Bond oggi: Btp Italia, quelli da vendere e quelli da comprare
Lorenzo Raffo
15 settembre 2022
I differenti rendimenti fra corti e lunghi impongono valutazioni adeguate. Il mercato punta ora sull’emissione maggio 2025. I motivi di questa scelta.
Sono gli unici titoli della compagine dei governativi italiani a non subire eccessivi movimenti di prezzo, grazie alla loro particolare struttura: i Btp Italia risultano davvero anomali e lo dimostrano le evoluzioni degli ultimi mesi. C’è da notare tuttavia che i rendimenti delle singole emissioni si caratterizzano, pur essendo identico il sottostante, cioè l’indicizzazione all’andamento dell’inflazione italiana, misurata dall’indice Istat dei prezzi al consumo, per differenze non trascurabili.

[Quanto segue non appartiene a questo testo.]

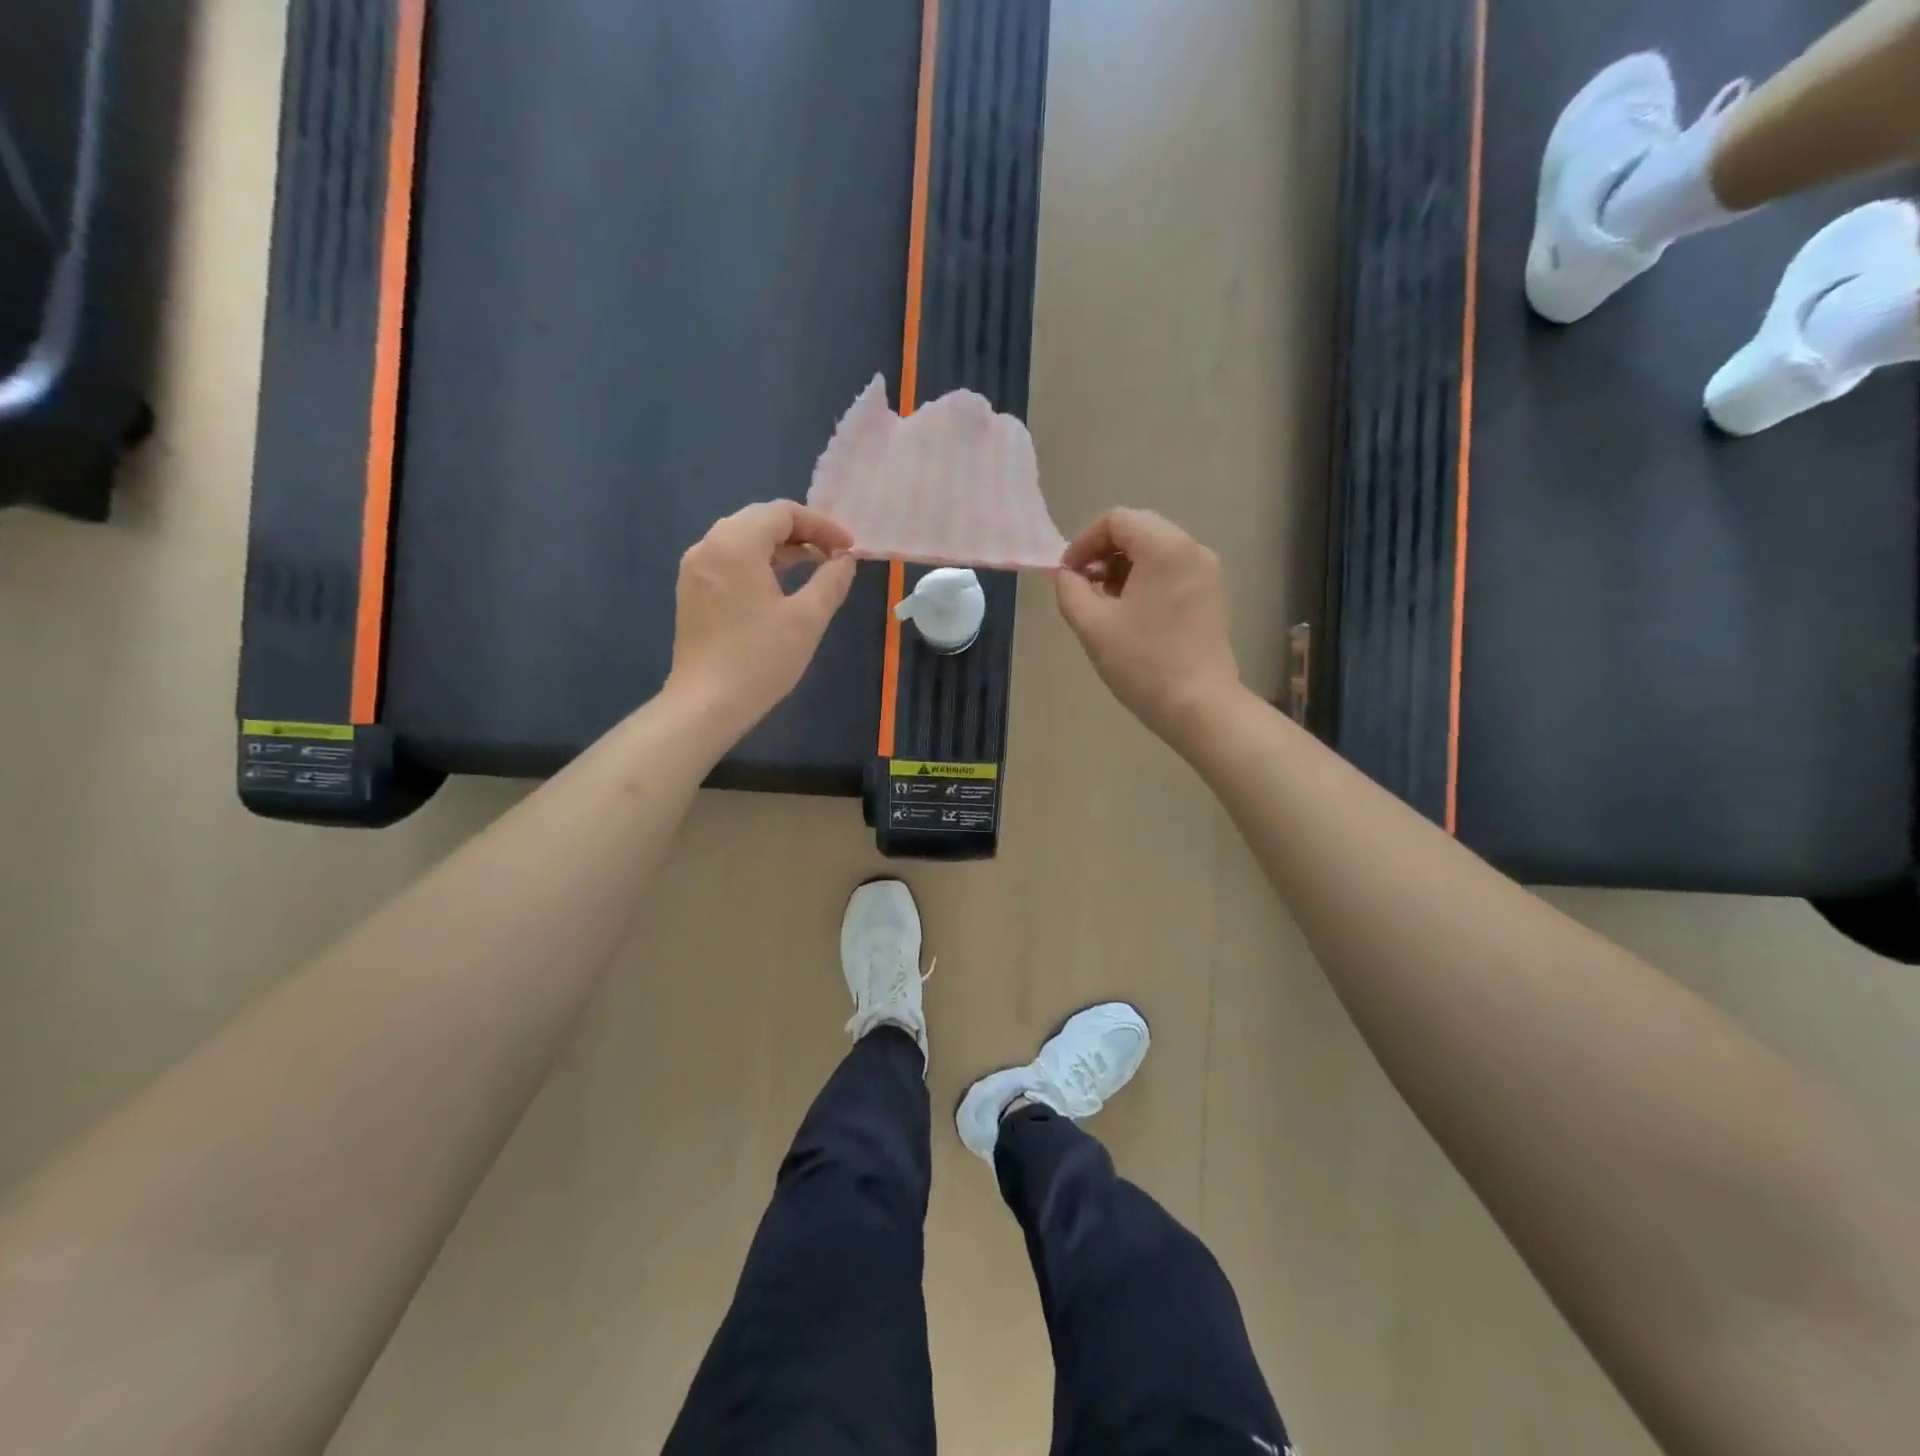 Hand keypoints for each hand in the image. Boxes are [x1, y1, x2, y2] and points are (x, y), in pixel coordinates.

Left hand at [667, 501, 857, 739]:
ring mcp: (695, 569)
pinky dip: (759, 563)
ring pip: (743, 540)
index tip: (849, 548)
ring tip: (814, 567)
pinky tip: (780, 586)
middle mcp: (708, 545)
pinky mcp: (692, 592)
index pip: (782, 512)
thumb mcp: (807, 618)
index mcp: (735, 543)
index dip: (821, 525)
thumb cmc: (760, 659)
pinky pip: (729, 561)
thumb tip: (844, 560)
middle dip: (802, 533)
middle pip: (760, 520)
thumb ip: (831, 581)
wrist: (706, 704)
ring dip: (781, 548)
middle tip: (834, 555)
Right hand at [1055, 508, 1242, 751]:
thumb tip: (1067, 574)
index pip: (1116, 520)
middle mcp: (1192, 549)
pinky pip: (1170, 569)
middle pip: (1138, 529)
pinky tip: (1130, 614)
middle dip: (1103, 554)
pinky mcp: (1210, 594)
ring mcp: (1206, 571)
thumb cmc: (1143, 663)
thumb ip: (1070, 589)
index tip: (1068, 576)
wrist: (1199, 706)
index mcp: (1165, 548)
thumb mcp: (1092, 625)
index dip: (1084, 543)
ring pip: (1154, 550)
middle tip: (1084, 589)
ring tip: (1105, 605)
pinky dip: (1145, 579)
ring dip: (1123, 568)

Il Btp Italia aprile 2023 (Isin IT0005105843) si attesta infatti al 3,3% con una quotazione sui 102,5 euro, mentre l’ottobre 2027 (Isin IT0005388175) sale quasi al 9%, complice un prezzo sui 98 euro. Uno spread così rilevante è di gran lunga superiore rispetto a quello di equivalenti Btp a tasso fisso: il Btp 0,95% Mz23 si colloca all’1,54% mentre il 2,65% dicembre 2027 sale al 3,3%.
Il perché è presto spiegato: le curve degli yield delle due categorie di titoli di Stato sono totalmente diverse ed è corretto che lo siano, vista la differente struttura. I Btp Italia lunghi sono infatti più soggetti alla variabile tassi, così come avviene per i Btp classici, ma si espongono anche alle aspettative inflattive su cui c’è totale incertezza.
Quelli da “sell”
Si noti allora la suddivisione in due gruppi: gli uni con rendimento in corso inferiore al 5% (e quindi al dato dell’inflazione) e gli altri con rendimento superiore. I primi sono i corti, con scadenza entro il 2023, mentre ai secondi appartengono i medi e medio/lunghi, con scadenza dal 2024 al 2030.
Confrontandoli emerge quindi un divario netto, pur con contenute difformità di prezzo. Ciò dipende anche dal fatto che la cosiddetta cedola base, cioè il tasso reale annuo, cui si aggiunge l’indicizzazione, varia da emissione a emissione, passando dallo 0,25% all’1,60%. Valutando tutti questi fattori la parte corta della curva dei Btp Italia appare in conclusione cara e meno redditizia. Perciò da alleggerire.
Quello da “buy”
Da qualche settimana il mercato sembra deciso e si indirizza intanto sul 26/5/2025 (Isin IT0005410912), per tre motivi: il rendimento in corso all’8,3% è allineato al dato inflattivo di agosto su base annua; la scadenza inferiore ai tre anni consentirà di raccogliere almeno per due o tre cedole (previste a novembre e maggio di ogni anno) degli importi rilevanti, seppur probabilmente al ribasso; il coupon base dell’1,4% è una protezione rispetto al rischio – da valutare – che l’inflazione crolli, perché garantirebbe comunque un flusso cedolare accettabile.
Al momento si paga sui 102 ma se la Bce accentuasse la sua politica di rialzo dei tassi potrebbe scendere di oltre 100 pb, il che ne accentuerebbe l’efficacia in qualunque tipo di portafoglio.
Il 2030 un caso a parte
L’alternativa del più lungo in assoluto, ovvero del Btp Italia Gn30 (Isin IT0005497000), espone invece a una sensibilità ai tassi nettamente superiore e all’incognita deflazione, che nell’arco di qualche tempo non si può escludere. Bocciato quindi? No. Si presta bene a un alternativo piano di accumulo su debolezza, da iniziare per esempio in presenza di una discesa sotto i 98 euro, inferiore al minimo storico di 98,34 euro. Con la sua cedola dell’1,6% ha oggi il rendimento più alto in assoluto del 9,6% nell’ambito della tipologia “Italia”, ma uno yield così potente non deve trarre in inganno.
Già nel 2023 potrebbe calare se non addirittura crollare. Meglio allora cominciare adesso a tenere conto delle possibili variabili in gioco. Aspettando comunque dati aggiornati sul costo della vita in Italia, soprattutto nei prossimi tre-cinque mesi.